* **Task objective**
Across the records that follow, give the number of lines containing the word "Juan" and nothing else.

* **Material provided**

BEGIN

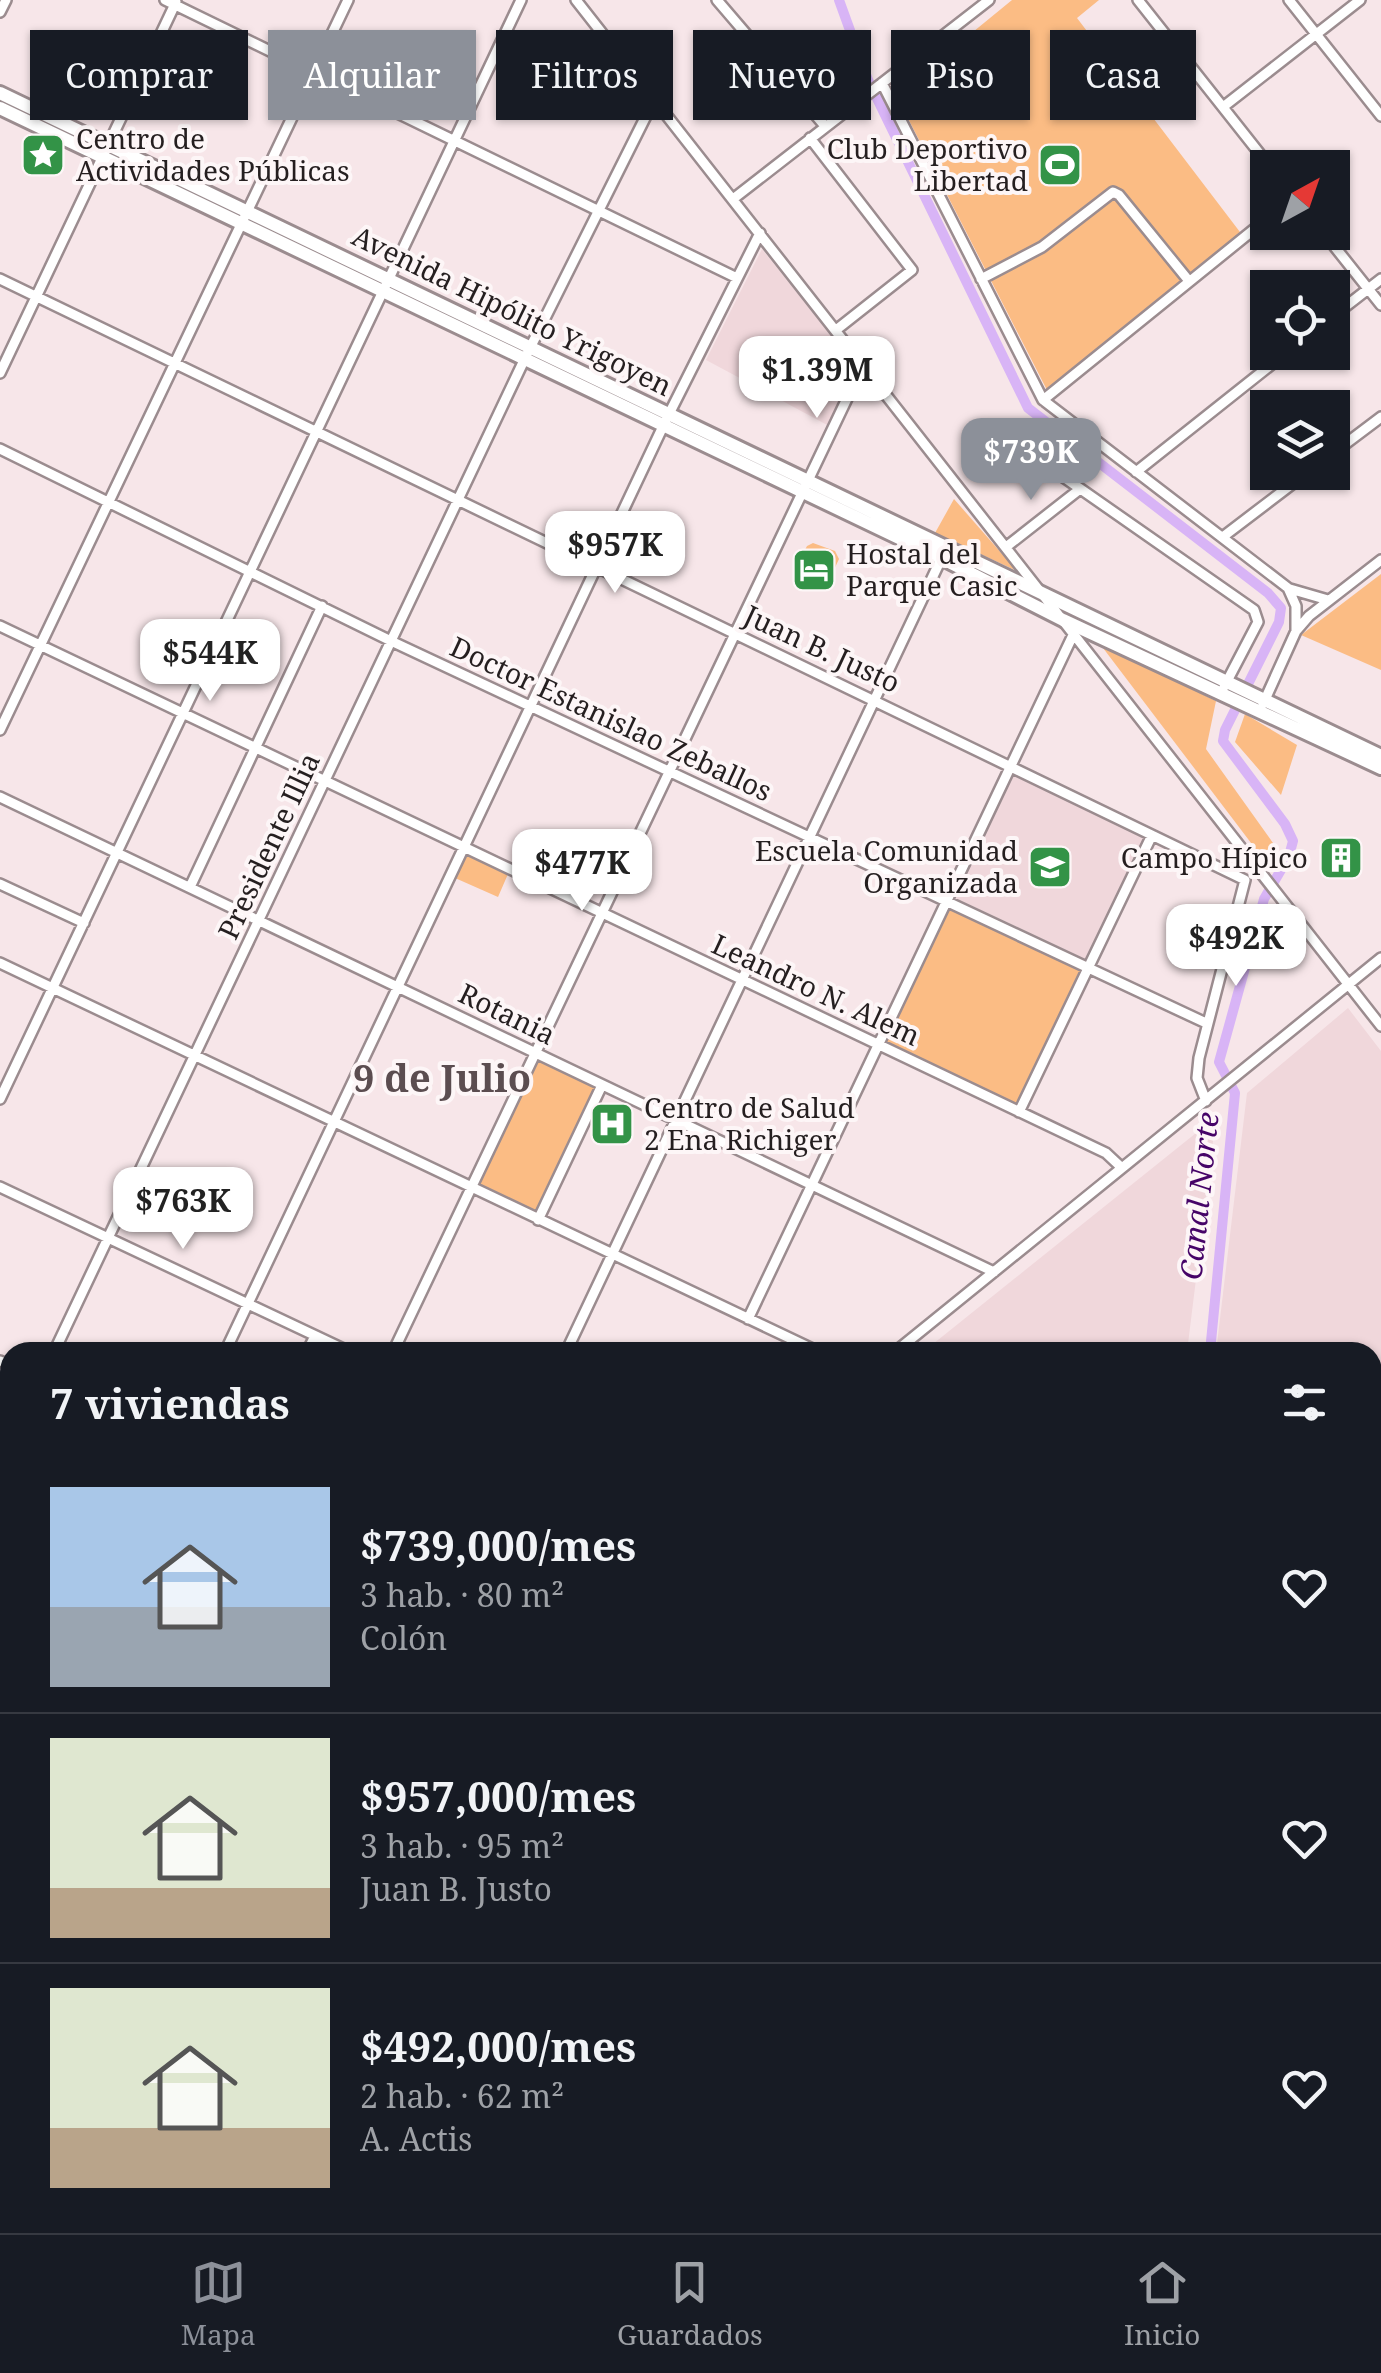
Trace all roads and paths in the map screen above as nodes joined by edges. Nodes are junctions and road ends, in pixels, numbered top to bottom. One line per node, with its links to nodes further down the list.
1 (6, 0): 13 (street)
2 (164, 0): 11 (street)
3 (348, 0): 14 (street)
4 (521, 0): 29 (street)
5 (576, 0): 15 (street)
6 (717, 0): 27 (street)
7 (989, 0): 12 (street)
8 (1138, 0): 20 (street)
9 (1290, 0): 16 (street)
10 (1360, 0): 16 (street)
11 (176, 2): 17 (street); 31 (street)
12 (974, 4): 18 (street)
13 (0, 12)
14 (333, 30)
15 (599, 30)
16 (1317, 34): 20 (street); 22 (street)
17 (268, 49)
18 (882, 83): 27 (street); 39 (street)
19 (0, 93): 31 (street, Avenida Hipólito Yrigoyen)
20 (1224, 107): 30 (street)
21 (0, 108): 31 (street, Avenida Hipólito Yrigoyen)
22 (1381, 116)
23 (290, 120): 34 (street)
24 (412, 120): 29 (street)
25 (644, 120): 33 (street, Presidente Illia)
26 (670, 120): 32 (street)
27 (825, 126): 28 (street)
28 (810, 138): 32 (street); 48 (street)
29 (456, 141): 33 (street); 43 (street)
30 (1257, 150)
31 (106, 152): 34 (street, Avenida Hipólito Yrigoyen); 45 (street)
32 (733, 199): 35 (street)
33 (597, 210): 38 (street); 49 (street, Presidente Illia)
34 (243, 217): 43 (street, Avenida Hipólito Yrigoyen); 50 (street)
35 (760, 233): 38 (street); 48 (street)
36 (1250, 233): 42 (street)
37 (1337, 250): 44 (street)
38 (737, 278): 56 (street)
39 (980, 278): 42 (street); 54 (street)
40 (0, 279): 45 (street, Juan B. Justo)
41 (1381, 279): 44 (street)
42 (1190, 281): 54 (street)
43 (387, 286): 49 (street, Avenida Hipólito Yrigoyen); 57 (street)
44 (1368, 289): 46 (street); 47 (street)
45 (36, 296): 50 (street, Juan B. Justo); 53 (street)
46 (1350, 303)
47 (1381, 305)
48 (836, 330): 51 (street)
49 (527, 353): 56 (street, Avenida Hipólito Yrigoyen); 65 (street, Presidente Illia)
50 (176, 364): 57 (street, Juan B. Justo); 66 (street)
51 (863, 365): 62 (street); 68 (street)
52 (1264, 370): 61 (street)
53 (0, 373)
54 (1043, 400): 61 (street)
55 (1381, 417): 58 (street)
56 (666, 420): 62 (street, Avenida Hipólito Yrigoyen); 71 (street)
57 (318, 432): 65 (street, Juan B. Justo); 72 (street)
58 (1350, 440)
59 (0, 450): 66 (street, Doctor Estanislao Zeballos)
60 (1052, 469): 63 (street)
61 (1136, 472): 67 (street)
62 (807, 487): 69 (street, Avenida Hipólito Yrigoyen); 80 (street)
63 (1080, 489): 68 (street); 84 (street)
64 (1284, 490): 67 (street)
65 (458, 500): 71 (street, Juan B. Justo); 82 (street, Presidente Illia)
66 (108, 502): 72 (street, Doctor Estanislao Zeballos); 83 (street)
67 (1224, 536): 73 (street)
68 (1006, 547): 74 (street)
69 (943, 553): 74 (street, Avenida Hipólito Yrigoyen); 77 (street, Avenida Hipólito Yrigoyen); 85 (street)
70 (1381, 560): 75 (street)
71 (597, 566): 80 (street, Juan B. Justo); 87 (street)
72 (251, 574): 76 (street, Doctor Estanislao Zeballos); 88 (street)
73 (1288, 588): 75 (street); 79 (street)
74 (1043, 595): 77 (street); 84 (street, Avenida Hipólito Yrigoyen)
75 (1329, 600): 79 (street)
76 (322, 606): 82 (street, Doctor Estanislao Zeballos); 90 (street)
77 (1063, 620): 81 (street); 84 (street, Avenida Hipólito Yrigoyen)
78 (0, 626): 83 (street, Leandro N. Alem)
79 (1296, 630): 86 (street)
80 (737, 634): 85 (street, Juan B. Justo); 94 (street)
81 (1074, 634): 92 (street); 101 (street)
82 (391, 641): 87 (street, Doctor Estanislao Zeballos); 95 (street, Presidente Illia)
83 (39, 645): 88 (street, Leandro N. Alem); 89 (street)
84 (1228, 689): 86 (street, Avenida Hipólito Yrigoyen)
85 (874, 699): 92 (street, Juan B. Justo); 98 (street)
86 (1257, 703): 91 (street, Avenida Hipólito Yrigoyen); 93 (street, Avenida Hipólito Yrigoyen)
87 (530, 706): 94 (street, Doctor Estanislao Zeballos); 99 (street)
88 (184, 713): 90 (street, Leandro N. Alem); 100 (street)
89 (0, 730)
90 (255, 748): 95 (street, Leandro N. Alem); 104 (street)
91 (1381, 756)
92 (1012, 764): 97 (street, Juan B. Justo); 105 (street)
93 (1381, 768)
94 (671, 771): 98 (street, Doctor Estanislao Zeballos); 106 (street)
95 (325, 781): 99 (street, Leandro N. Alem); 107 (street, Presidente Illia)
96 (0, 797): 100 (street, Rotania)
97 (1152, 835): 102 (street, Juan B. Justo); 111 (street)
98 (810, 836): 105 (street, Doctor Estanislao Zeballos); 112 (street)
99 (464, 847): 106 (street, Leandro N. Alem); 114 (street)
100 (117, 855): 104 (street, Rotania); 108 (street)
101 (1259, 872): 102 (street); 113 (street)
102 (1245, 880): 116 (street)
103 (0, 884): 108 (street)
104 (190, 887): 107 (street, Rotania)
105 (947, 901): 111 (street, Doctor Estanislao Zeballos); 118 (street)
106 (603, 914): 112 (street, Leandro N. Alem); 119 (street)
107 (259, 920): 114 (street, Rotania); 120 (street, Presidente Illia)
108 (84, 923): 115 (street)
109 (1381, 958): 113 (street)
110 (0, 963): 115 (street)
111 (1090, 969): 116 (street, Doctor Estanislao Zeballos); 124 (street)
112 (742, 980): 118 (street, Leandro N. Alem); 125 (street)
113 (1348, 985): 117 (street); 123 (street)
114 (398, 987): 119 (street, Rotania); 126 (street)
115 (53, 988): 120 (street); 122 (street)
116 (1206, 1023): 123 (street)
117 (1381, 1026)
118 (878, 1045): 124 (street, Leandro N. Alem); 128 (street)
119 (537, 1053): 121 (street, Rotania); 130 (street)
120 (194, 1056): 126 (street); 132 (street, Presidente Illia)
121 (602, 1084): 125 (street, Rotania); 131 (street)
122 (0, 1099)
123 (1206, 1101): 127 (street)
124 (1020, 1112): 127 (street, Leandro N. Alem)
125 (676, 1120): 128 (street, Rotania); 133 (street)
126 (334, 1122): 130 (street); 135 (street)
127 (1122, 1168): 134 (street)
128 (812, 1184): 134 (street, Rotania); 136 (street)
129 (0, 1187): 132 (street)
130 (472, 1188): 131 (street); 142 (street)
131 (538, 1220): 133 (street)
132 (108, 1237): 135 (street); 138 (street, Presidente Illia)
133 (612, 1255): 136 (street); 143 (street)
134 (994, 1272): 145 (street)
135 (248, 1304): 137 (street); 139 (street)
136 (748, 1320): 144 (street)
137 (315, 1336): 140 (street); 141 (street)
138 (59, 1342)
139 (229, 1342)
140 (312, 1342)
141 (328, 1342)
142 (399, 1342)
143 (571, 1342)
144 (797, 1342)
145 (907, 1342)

END

* **Worked solution**
10